== Data records

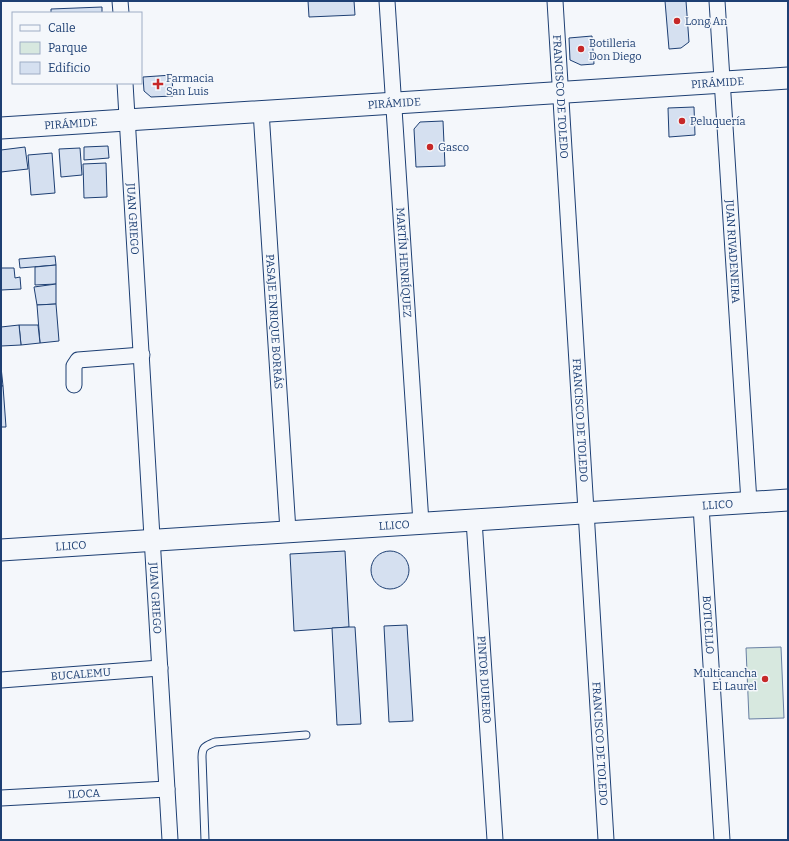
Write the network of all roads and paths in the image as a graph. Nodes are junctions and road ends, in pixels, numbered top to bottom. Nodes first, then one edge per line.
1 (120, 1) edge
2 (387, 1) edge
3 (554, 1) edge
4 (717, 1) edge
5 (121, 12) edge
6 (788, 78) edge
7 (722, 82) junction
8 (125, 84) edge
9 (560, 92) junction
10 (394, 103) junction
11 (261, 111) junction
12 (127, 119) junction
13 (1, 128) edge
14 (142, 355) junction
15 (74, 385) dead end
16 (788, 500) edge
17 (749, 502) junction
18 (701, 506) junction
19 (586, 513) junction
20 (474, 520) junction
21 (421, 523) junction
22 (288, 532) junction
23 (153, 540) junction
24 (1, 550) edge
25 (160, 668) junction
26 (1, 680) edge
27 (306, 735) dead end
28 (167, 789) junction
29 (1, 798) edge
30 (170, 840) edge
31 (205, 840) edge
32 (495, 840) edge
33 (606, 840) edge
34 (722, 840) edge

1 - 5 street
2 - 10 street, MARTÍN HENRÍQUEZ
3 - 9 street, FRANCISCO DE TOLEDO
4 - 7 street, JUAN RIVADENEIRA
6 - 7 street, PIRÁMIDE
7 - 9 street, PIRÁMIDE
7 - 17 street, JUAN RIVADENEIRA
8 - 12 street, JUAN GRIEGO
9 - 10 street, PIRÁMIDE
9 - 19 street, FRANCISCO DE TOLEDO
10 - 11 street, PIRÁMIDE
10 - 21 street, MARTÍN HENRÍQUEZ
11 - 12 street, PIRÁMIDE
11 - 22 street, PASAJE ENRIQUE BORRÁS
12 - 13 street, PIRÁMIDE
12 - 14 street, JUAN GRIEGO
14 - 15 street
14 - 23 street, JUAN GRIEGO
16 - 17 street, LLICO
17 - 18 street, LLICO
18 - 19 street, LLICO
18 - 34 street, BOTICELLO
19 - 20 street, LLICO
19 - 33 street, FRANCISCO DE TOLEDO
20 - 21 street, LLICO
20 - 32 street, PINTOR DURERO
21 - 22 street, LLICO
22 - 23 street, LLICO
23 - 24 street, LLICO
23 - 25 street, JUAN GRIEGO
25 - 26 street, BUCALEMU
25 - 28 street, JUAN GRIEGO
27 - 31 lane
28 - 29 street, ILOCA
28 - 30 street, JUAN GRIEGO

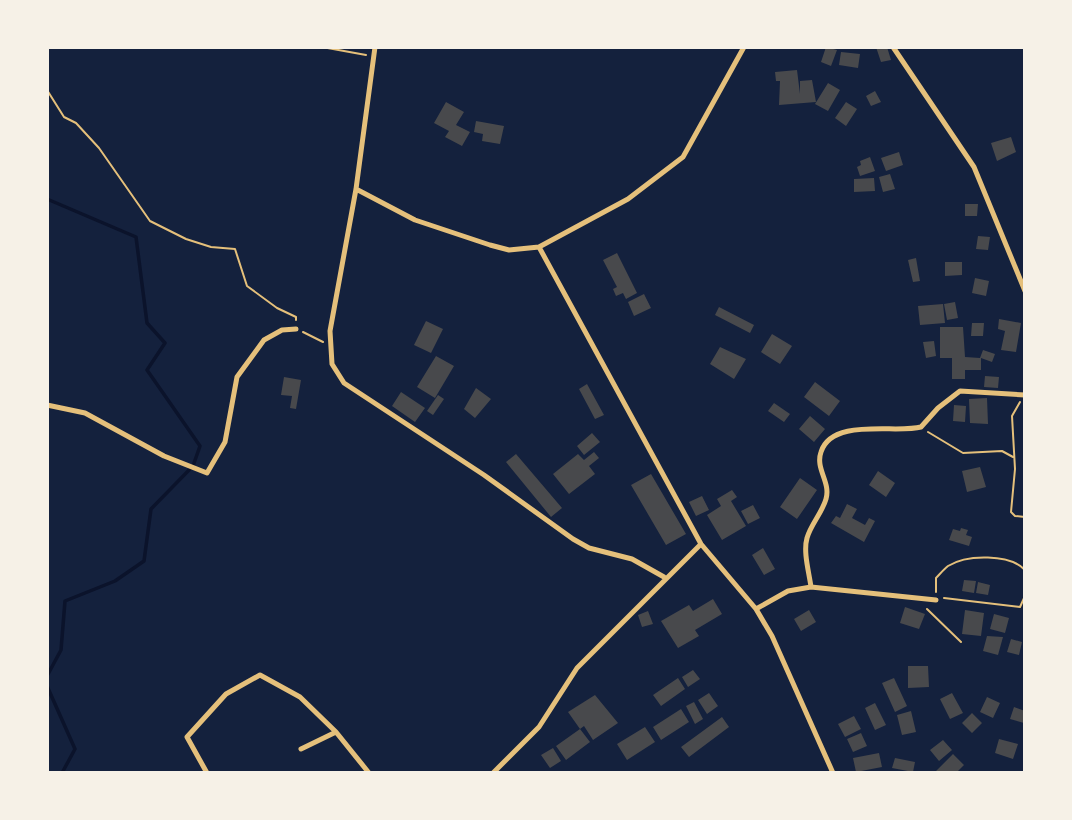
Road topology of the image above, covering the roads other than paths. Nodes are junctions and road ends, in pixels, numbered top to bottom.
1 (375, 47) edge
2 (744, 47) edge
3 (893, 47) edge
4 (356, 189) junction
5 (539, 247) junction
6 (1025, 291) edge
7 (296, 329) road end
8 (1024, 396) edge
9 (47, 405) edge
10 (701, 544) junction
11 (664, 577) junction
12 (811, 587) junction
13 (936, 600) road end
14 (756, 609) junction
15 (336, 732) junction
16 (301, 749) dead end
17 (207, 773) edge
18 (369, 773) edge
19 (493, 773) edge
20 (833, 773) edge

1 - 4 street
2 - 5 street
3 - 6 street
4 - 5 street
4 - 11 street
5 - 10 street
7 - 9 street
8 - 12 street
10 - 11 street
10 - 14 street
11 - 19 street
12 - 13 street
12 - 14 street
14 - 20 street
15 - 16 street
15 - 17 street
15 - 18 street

====

__Aim of the exercise__:
Excluding the pictures, output every entry above without alteration.

__Final answer__:
Write the network of all roads and paths in the image as a graph. Nodes are junctions and road ends, in pixels, numbered top to bottom. Nodes first, then one edge per line.
1 (120, 1) edge
2 (387, 1) edge
3 (554, 1) edge
4 (717, 1) edge
5 (121, 12) edge
6 (788, 78) edge
7 (722, 82) junction
8 (125, 84) edge
9 (560, 92) junction
10 (394, 103) junction
11 (261, 111) junction
12 (127, 119) junction
13 (1, 128) edge
14 (142, 355) junction
15 (74, 385) dead end
16 (788, 500) edge
17 (749, 502) junction
18 (701, 506) junction
19 (586, 513) junction
20 (474, 520) junction
21 (421, 523) junction
22 (288, 532) junction
23 (153, 540) junction
24 (1, 550) edge
25 (160, 668) junction
26 (1, 680) edge
27 (306, 735) dead end
28 (167, 789) junction
29 (1, 798) edge
30 (170, 840) edge
31 (205, 840) edge
32 (495, 840) edge
33 (606, 840) edge
34 (722, 840) edge

1 - 5 street
2 - 10 street, MARTÍN HENRÍQUEZ
3 - 9 street, FRANCISCO DE TOLEDO
4 - 7 street, JUAN RIVADENEIRA
6 - 7 street, PIRÁMIDE
7 - 9 street, PIRÁMIDE
7 - 17 street, JUAN RIVADENEIRA
8 - 12 street, JUAN GRIEGO
9 - 10 street, PIRÁMIDE
9 - 19 street, FRANCISCO DE TOLEDO
10 - 11 street, PIRÁMIDE
10 - 21 street, MARTÍN HENRÍQUEZ
11 - 12 street, PIRÁMIDE
11 - 22 street, PASAJE ENRIQUE BORRÁS
12 - 13 street, PIRÁMIDE
12 - 14 street, JUAN GRIEGO
14 - 15 street
14 - 23 street, JUAN GRIEGO
16 - 17 street, LLICO
17 - 18 street, LLICO
18 - 19 street, LLICO
18 - 34 street, BOTICELLO
19 - 20 street, LLICO
19 - 33 street, FRANCISCO DE TOLEDO
20 - 21 street, LLICO
20 - 32 street, PINTOR DURERO
21 - 22 street, LLICO
22 - 23 street, LLICO
23 - 24 street, LLICO
23 - 25 street, JUAN GRIEGO
25 - 26 street, BUCALEMU
25 - 28 street, JUAN GRIEGO
27 - 31 lane
28 - 29 street, ILOCA
28 - 30 street, JUAN GRIEGO

Road topology of the image above, covering the roads other than paths. Nodes are junctions and road ends, in pixels, numbered top to bottom.
1 (375, 47) edge
2 (744, 47) edge
3 (893, 47) edge
4 (356, 189) junction
5 (539, 247) junction
6 (1025, 291) edge
7 (296, 329) road end
8 (1024, 396) edge
9 (47, 405) edge
10 (701, 544) junction
11 (664, 577) junction
12 (811, 587) junction
13 (936, 600) road end
14 (756, 609) junction
15 (336, 732) junction
16 (301, 749) dead end
17 (207, 773) edge
18 (369, 773) edge
19 (493, 773) edge
20 (833, 773) edge

1 - 4 street
2 - 5 street
3 - 6 street
4 - 5 street
4 - 11 street
5 - 10 street
7 - 9 street
8 - 12 street
10 - 11 street
10 - 14 street
11 - 19 street
12 - 13 street
12 - 14 street
14 - 20 street
15 - 16 street
15 - 17 street
15 - 18 street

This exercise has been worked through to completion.